EquitiesJan 6 2016

A modest rebound

twitter-iconfacebook-iconlinkedin-iconmail-iconprint-icon
Search supported by
A modest rebound

Global growth for 2015 is estimated at only 3 per cent, which would be the worst showing since the 2008/09 financial crisis. This reflects a mix of factors, not only the dollar but also plunging commodity prices, weak pricing power for many companies, sluggish global trade growth and excess capacity in many industries, all eroding corporate profitability. Global equities were modestly positive in sterling terms during 2015, with a strong showing in Japan helping to lift the global average. By contrast, European indices were up only in local currency terms; for sterling-based investors, returns were negative and almost as bad as the UK markets.

For 2016, I anticipate only a modest rebound in global growth to 3.25 per cent; after all, this remains a world of low numbers, whether in terms of GDP, CPI, interest rates, bond or dividend yields – creating considerable challenges for policy makers and investors. I expect most emerging market economies will manage to stem their economic slide, but still face stiff headwinds from weak global trade growth and low commodity prices. By contrast, the outlook for developed markets is more favourable for 2016. Modest fiscal support in the US, Japan and Europe should help lift activity.

On this basis, this year looks set to repeat the same themes as 2015: EM under-performance relative to DM, and better returns only if currency risks can be hedged.

However, investors will need to address head-on potentially more challenging complications from realised, divergent central bank policies. We are no longer anticipating the first US rate hike; the tightening has begun. Would higher US rates further support another round of significant US dollar appreciation? If the answer is yes, then commodity prices will likely suffer yet another hard year, as will the earnings of resource-linked US and UK corporates. The translation effect of foreign profits into US dollars would likewise be lower, while import competition would more seriously erode domestic margins. The UK economy could face similar challenges in 2016, as we anticipate the Bank of England to begin to normalise rates as long as there is sufficient wages pressure to justify a policy tightening.
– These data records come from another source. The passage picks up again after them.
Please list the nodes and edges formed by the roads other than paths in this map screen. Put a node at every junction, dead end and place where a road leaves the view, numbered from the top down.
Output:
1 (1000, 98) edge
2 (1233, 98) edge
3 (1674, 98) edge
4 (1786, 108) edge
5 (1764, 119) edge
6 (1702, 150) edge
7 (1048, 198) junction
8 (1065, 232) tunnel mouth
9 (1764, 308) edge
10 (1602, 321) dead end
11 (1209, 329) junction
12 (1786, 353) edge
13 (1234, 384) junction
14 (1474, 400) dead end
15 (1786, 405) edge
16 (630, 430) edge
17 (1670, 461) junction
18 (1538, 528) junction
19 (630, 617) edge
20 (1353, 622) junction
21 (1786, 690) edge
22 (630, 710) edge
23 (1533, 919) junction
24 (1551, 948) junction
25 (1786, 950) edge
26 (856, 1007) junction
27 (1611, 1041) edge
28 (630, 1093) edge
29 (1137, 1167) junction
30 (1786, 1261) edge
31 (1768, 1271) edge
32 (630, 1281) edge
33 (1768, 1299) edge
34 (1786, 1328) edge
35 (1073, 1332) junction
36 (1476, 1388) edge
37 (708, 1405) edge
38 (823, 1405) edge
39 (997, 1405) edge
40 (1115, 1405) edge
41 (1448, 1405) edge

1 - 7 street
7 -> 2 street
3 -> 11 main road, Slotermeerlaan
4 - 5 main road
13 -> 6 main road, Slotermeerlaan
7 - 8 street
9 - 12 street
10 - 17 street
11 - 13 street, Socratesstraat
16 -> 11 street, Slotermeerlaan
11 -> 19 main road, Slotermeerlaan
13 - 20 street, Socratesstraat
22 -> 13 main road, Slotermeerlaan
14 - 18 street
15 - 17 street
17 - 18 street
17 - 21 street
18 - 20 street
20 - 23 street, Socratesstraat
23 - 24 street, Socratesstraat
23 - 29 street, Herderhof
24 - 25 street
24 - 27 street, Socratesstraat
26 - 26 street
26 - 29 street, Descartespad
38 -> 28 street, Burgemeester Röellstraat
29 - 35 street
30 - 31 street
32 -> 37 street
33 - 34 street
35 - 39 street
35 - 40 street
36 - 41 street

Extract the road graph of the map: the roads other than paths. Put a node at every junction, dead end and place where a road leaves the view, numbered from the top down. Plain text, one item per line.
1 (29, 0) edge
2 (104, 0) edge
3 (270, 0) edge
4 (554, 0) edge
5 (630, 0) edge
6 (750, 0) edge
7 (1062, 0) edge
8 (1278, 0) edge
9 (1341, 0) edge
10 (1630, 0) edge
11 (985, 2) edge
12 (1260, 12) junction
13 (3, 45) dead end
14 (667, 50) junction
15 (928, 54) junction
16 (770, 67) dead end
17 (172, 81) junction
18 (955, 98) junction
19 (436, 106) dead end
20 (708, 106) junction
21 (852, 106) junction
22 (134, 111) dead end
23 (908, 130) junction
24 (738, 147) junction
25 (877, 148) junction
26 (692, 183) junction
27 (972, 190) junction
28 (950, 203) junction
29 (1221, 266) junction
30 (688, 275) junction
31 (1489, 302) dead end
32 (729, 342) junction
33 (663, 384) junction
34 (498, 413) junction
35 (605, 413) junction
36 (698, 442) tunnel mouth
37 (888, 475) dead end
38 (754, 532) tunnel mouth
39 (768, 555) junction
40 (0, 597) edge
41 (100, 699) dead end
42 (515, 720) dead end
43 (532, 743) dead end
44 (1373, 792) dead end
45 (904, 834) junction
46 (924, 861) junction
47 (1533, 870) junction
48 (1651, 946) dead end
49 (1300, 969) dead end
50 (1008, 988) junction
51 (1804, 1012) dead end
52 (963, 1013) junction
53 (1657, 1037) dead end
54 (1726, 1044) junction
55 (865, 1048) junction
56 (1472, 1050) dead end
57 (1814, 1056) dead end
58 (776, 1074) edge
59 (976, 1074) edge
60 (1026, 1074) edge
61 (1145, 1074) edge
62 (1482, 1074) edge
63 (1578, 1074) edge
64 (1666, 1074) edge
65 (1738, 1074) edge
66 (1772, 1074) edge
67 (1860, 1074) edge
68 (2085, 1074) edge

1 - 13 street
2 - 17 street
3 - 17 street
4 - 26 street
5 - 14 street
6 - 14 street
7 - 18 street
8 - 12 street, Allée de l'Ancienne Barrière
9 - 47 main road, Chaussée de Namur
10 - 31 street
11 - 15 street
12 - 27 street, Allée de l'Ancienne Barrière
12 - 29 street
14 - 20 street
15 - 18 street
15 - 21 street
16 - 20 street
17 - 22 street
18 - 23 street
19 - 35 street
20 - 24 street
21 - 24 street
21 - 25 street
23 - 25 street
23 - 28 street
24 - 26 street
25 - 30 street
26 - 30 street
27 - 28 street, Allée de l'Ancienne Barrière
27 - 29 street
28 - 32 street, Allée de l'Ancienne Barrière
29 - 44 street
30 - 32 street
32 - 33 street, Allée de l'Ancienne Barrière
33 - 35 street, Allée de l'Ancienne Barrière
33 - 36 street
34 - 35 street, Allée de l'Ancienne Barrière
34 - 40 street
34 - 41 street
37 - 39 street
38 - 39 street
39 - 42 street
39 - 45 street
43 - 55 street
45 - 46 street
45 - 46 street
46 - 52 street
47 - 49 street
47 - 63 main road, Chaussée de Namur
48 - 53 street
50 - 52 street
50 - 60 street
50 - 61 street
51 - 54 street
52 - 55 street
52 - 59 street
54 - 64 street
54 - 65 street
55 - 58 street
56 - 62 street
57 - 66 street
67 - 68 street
Secondly, developments at other major central banks – in particular China, Japan, and Europe (the ECB) – could also channel investors into, or out of, stock, corporate bond and commercial real estate markets. The ‘two-speed’ economy remains a key investment theme: there is considerable strength in terms of consumer spending and business services, partly helped by improving employment conditions but also the beneficial effects of lower commodity prices in general – oil in particular. The converse is the weakness of much of the manufacturing sector in these countries, especially firms exposed to commodity price pressures or weak export markets. As a result, we see a continued need for loose monetary policy, and where possible fiscal policy, in all three regions. This can help with economic rebalancing, in the case of China; an eventual exit from deflation, in the case of Japan; and slowly resolving the sovereign debt crisis, in the case of Europe. In particular, the success of Chinese policymaking matters enormously for a range of developed and emerging market economies – as shown by the sensitivity of asset prices in many countries to stimulus or reform announcements in China. Conversely, too much easing from any of the central banks, whether in emerging or developed markets, could weaken their currencies more substantially, further stressing the balance sheets of weak economies and pushing the US dollar even higher.

What is the consensus view? What is priced into the market? Forecasts for 2016 US profits (EPS) growth are still as high as 8 per cent, with similar ranges for Europe (excluding UK), Japan, and emerging markets in Asia. Expectations are for a more modest rebound in the UK (only 4.75 per cent), but much higher in Latin America (over 20 per cent). The positive scenario for 2016 is that top line sales growth beats expectations on the back of upside surprises to nominal GDP reports from the US, China and Europe. In effect, global consumers begin to spend their income gains, and the manufacturing sector recovers from its current weakness.

By contrast, I remain cautious regarding the market outlook because of the rather large potential drivers of market turbulence. Financial markets are in different phases of the investment cycle. On this basis, the only equity market which is heavy in our tactical funds is Europe; all others are neutral or modestly underweight. This reflects more favourable prospects for European earnings as top line sales recover while costs are contained. Selectively, my company also does have a mild preference for Japan. We are concerned that the slowdown in EM is likely to be deeper than the market is currently priced; the outsized rebound in Latin American profits looks unlikely. Most importantly, the feedback from the weak level of global activity also gives us pause, and encourages us to run low levels of risk in our multi-asset portfolios.

Chris Faulkner-MacDonagh is a markets strategist of Standard Life Investments

Key points

For 2016, I anticipate only a modest rebound in global growth to 3.25 per cent.

Another round of US dollar appreciation will again hit commodity prices hard.

The ‘two-speed’ economy remains a key investment theme.